**THE PROBLEM:** Copy every line in the listing that contains "each".

**EXTRACTED MATERIAL:**
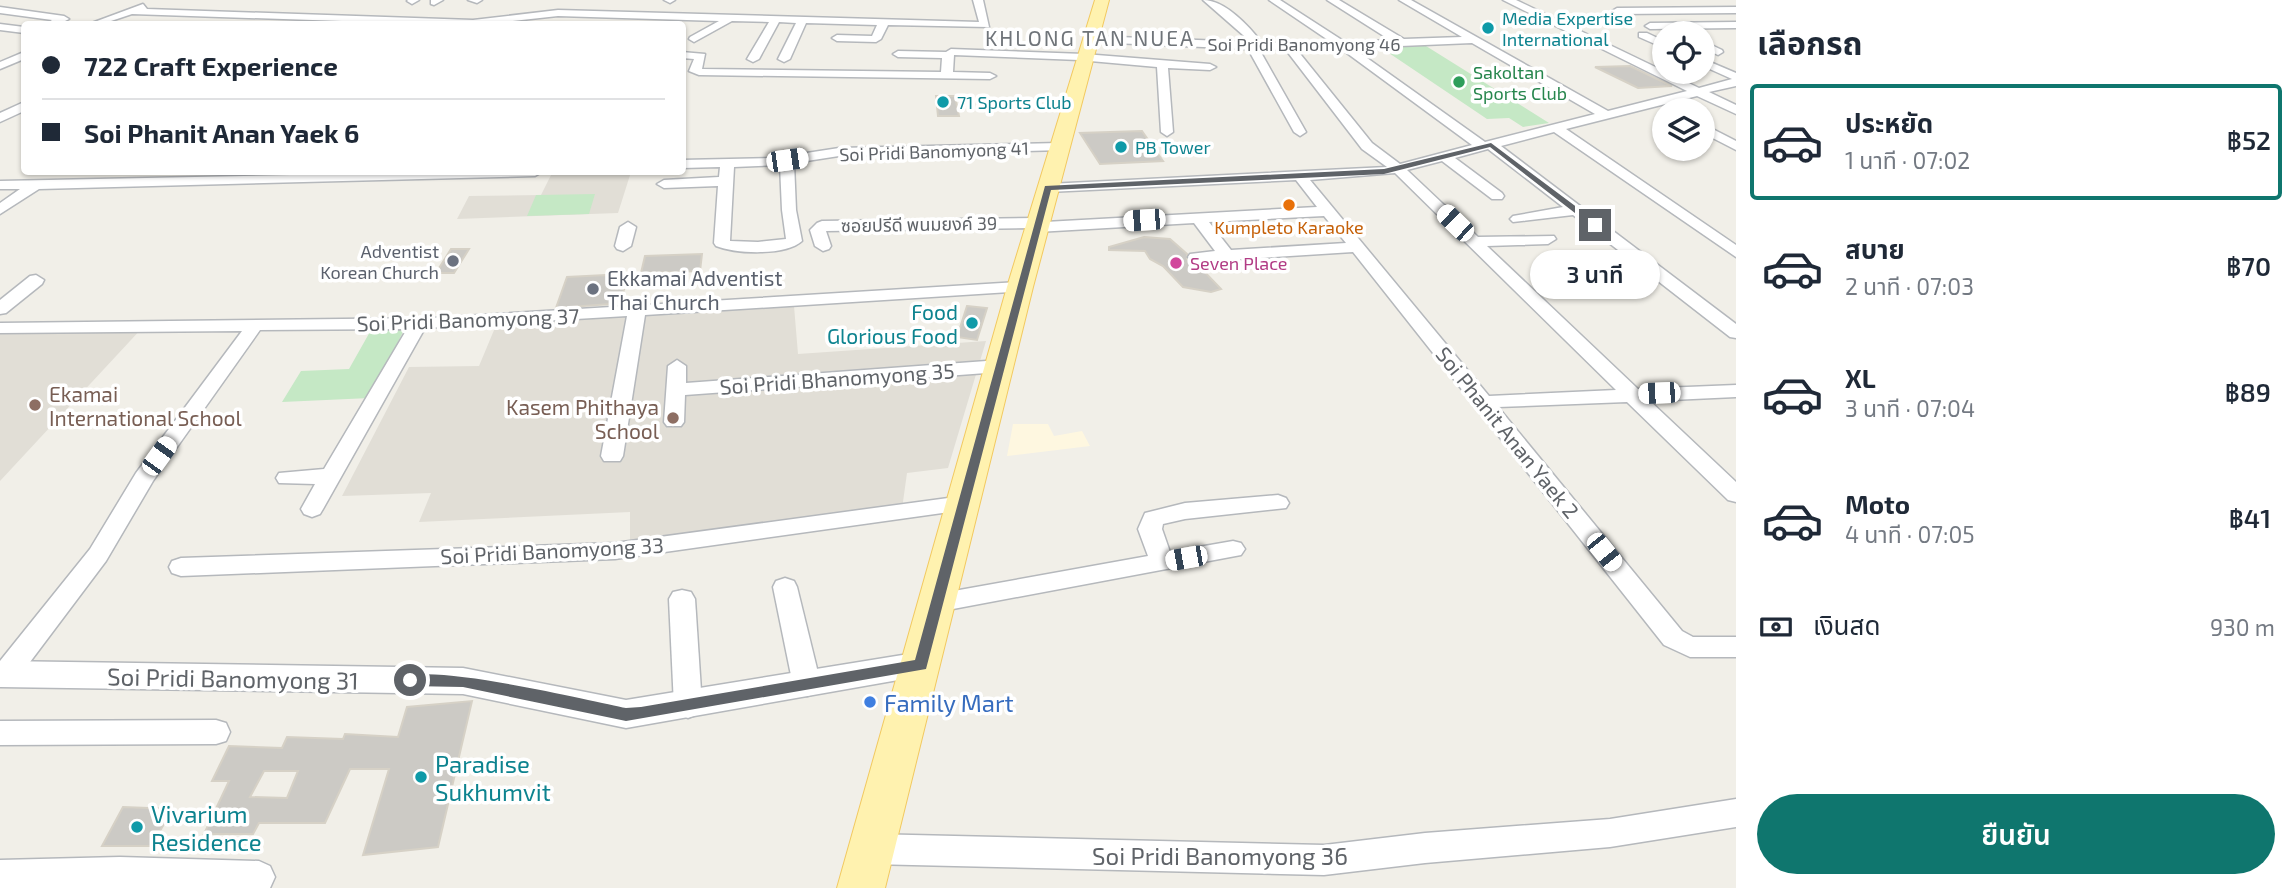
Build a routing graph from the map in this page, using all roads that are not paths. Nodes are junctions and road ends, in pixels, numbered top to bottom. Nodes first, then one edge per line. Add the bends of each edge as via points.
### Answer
==
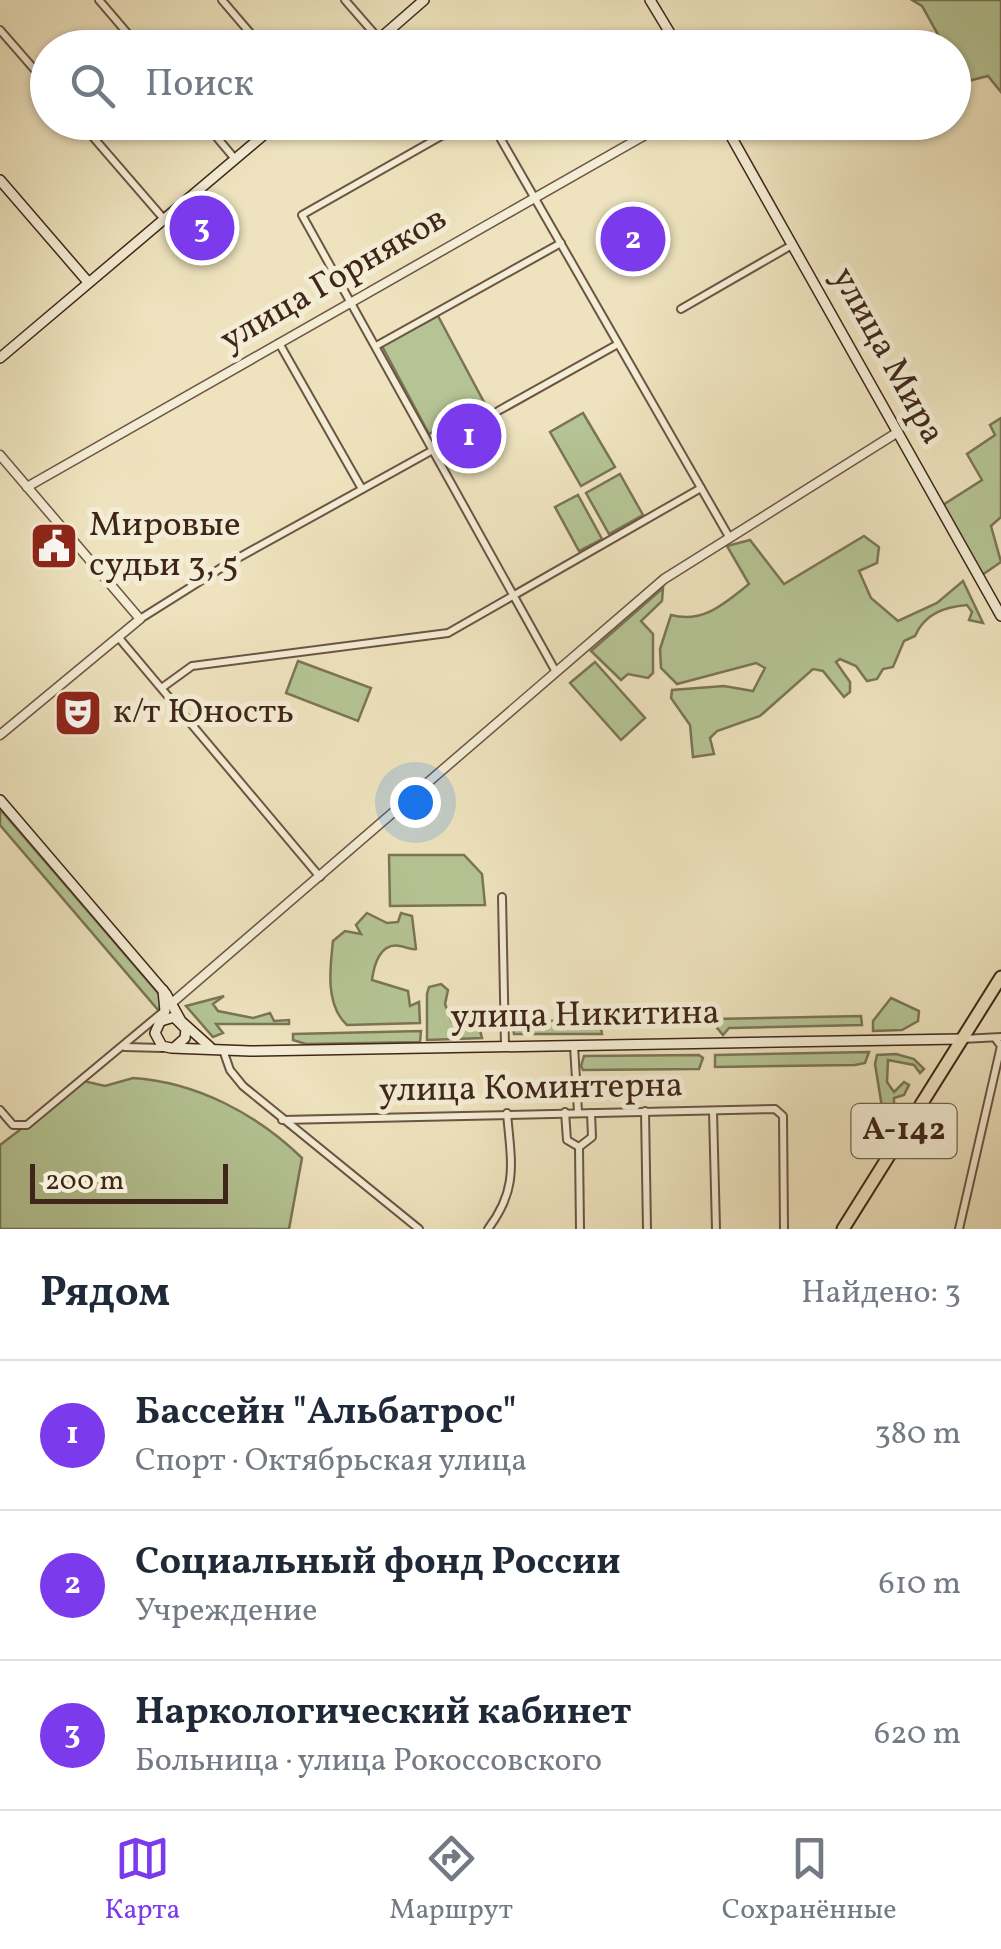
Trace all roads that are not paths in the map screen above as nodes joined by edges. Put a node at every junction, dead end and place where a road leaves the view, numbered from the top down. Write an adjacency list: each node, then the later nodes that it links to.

**TASK RESULT:**
Build a routing graph from the map in this page, using all roads that are not paths. Nodes are junctions and road ends, in pixels, numbered top to bottom. Nodes first, then one edge per line. Add the bends of each edge as via points.
Trace all roads that are not paths in the map screen above as nodes joined by edges. Put a node at every junction, dead end and place where a road leaves the view, numbered from the top down. Write an adjacency list: each node, then the later nodes that it links to.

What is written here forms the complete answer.